▸ INSTRUCTIONS TO FOLLOW: In full and exactly, reproduce the entries below, but omit the pictures.

[Records excerpted from a collection]
# # #

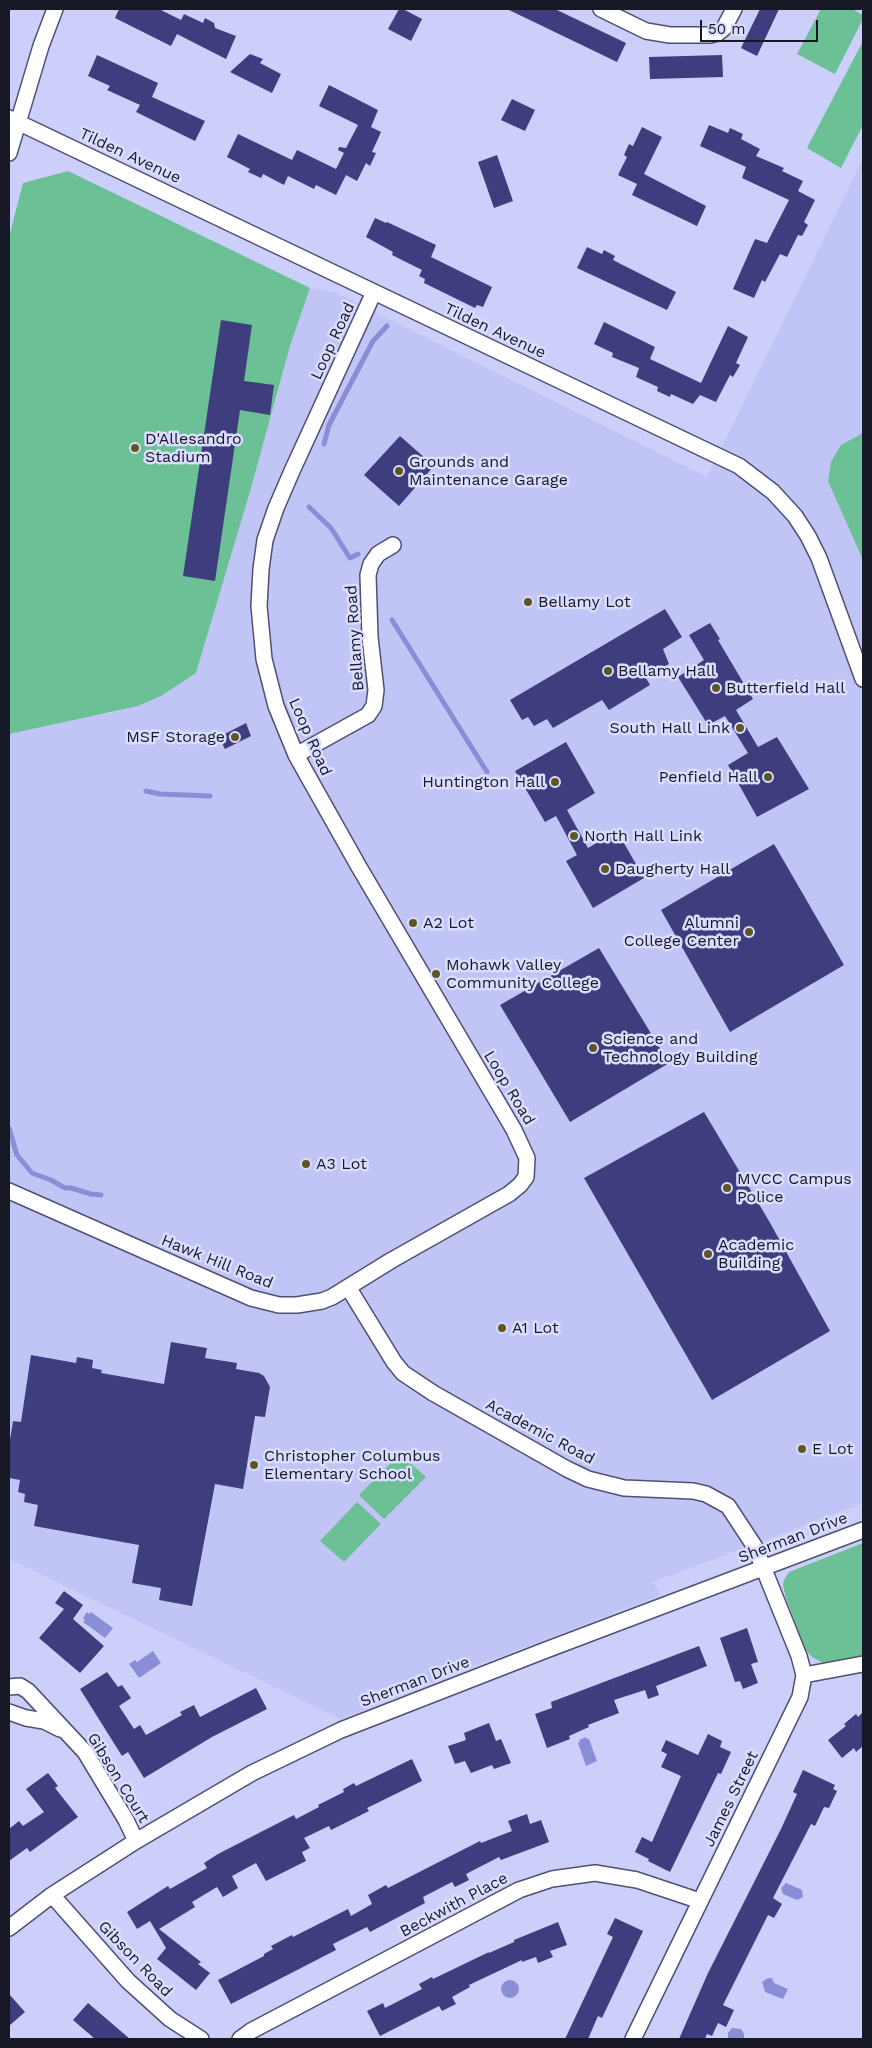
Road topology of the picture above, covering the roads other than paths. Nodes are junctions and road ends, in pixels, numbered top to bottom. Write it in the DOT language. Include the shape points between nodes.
graph roads {
  1 [pos="55,9"];
  2 [pos="601,9"];
  3 [pos="734,9"];
  4 [pos="13,120"];
  5 [pos="9,153"];
  6 [pos="374,292"];
  7 [pos="393,545"];
  8 [pos="863,679"];
  9 [pos="296,755"];
  10 [pos="528,1165"];
  11 [pos="9,1191"];
  12 [pos="348,1287"];
  13 [pos="863,1530"];
  14 [pos="763,1568"];
  15 [pos="863,1664"];
  16 [pos="804,1675"];
  17 [pos="9,1687"];
  18 [pos="9,1712"];
  19 [pos="70,1734"];
  20 [pos="136,1841"];
  21 [pos="52,1895"];
  22 [pos="700,1901"];
  23 [pos="9,1928"];
  24 [pos="201,2039"];
  25 [pos="240,2039"];
  26 [pos="633,2039"];
  1 -- 4 [label="street"];
  2 -- 3 [label="street" via="646,32 677,35 718,33"];
  4 -- 5 [label="street"];
  4 -- 6 [label="street, Tilden Avenue"];
  6 -- 8 [label="street, Tilden Avenue" via="740,466 795,516 808,536"];
  6 -- 9 [label="street, Loop Road" via="292,471 265,540 259,606 264,659 276,706"];
  7 -- 9 [label="street, Bellamy Road" via="378,554 368,575 376,690 374,706 368,715"];
  9 -- 10 [label="street, Loop Road" via="514,1130"];
  10 -- 12 [label="street, Hawk Hill Road" via="524,1182 509,1194"];
  11 -- 12 [label="street, Hawk Hill Road" via="265,1302 309,1304 332,1297"];
  12 -- 14 [label="street, Academic Road" via="394,1362 413,1380 588,1479 624,1488 706,1494 720,1501 738,1518"];
  13 -- 14 [label="street, Sherman Drive"];
  14 -- 16 [label="street, James Street"];
  14 -- 20 [label="street, Sherman Drive" via="341,1730 252,1773"];
  15 -- 16 [label="street"];
  16 -- 22 [label="street, James Street" via="800,1697"];
  17 -- 19 [label="street, Gibson Court" via="20,1686 28,1691"];
  18 -- 19 [label="street, Gibson Court" via="44,1721"];
  19 -- 20 [label="street, Gibson Court" via="85,1752"];
  20 -- 21 [label="street, Sherman Drive"];
  21 -- 23 [label="street, Sherman Drive"];
  21 -- 24 [label="street, Gibson Road" via="128,1981 170,2019"];
  22 -- 25 [label="street, Beckwith Place" via="638,1880 595,1873 552,1879 519,1890"];
  22 -- 26 [label="street, James Street"];
}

# # #

▸ WRITTEN REPLY:
Road topology of the picture above, covering the roads other than paths. Nodes are junctions and road ends, in pixels, numbered top to bottom. Write it in the DOT language. Include the shape points between nodes.
graph roads {
  1 [pos="55,9"];
  2 [pos="601,9"];
  3 [pos="734,9"];
  4 [pos="13,120"];
  5 [pos="9,153"];
  6 [pos="374,292"];
  7 [pos="393,545"];
  8 [pos="863,679"];
  9 [pos="296,755"];
  10 [pos="528,1165"];
  11 [pos="9,1191"];
  12 [pos="348,1287"];
  13 [pos="863,1530"];
  14 [pos="763,1568"];
  15 [pos="863,1664"];
  16 [pos="804,1675"];
  17 [pos="9,1687"];
  18 [pos="9,1712"];
  19 [pos="70,1734"];
  20 [pos="136,1841"];
  21 [pos="52,1895"];
  22 [pos="700,1901"];
  23 [pos="9,1928"];
  24 [pos="201,2039"];
  25 [pos="240,2039"];
  26 [pos="633,2039"];
  1 -- 4 [label="street"];
  2 -- 3 [label="street" via="646,32 677,35 718,33"];
  4 -- 5 [label="street"];
  4 -- 6 [label="street, Tilden Avenue"];
  6 -- 8 [label="street, Tilden Avenue" via="740,466 795,516 808,536"];
  6 -- 9 [label="street, Loop Road" via="292,471 265,540 259,606 264,659 276,706"];
  7 -- 9 [label="street, Bellamy Road" via="378,554 368,575 376,690 374,706 368,715"];
  9 -- 10 [label="street, Loop Road" via="514,1130"];
  10 -- 12 [label="street, Hawk Hill Road" via="524,1182 509,1194"];
  11 -- 12 [label="street, Hawk Hill Road" via="265,1302 309,1304 332,1297"];
  12 -- 14 [label="street, Academic Road" via="394,1362 413,1380 588,1479 624,1488 706,1494 720,1501 738,1518"];
  13 -- 14 [label="street, Sherman Drive"];
  14 -- 16 [label="street, James Street"];
  14 -- 20 [label="street, Sherman Drive" via="341,1730 252,1773"];
  15 -- 16 [label="street"];
  16 -- 22 [label="street, James Street" via="800,1697"];
  17 -- 19 [label="street, Gibson Court" via="20,1686 28,1691"];
  18 -- 19 [label="street, Gibson Court" via="44,1721"];
  19 -- 20 [label="street, Gibson Court" via="85,1752"];
  20 -- 21 [label="street, Sherman Drive"];
  21 -- 23 [label="street, Sherman Drive"];
  21 -- 24 [label="street, Gibson Road" via="128,1981 170,2019"];
  22 -- 25 [label="street, Beckwith Place" via="638,1880 595,1873 552,1879 519,1890"];
  22 -- 26 [label="street, James Street"];
}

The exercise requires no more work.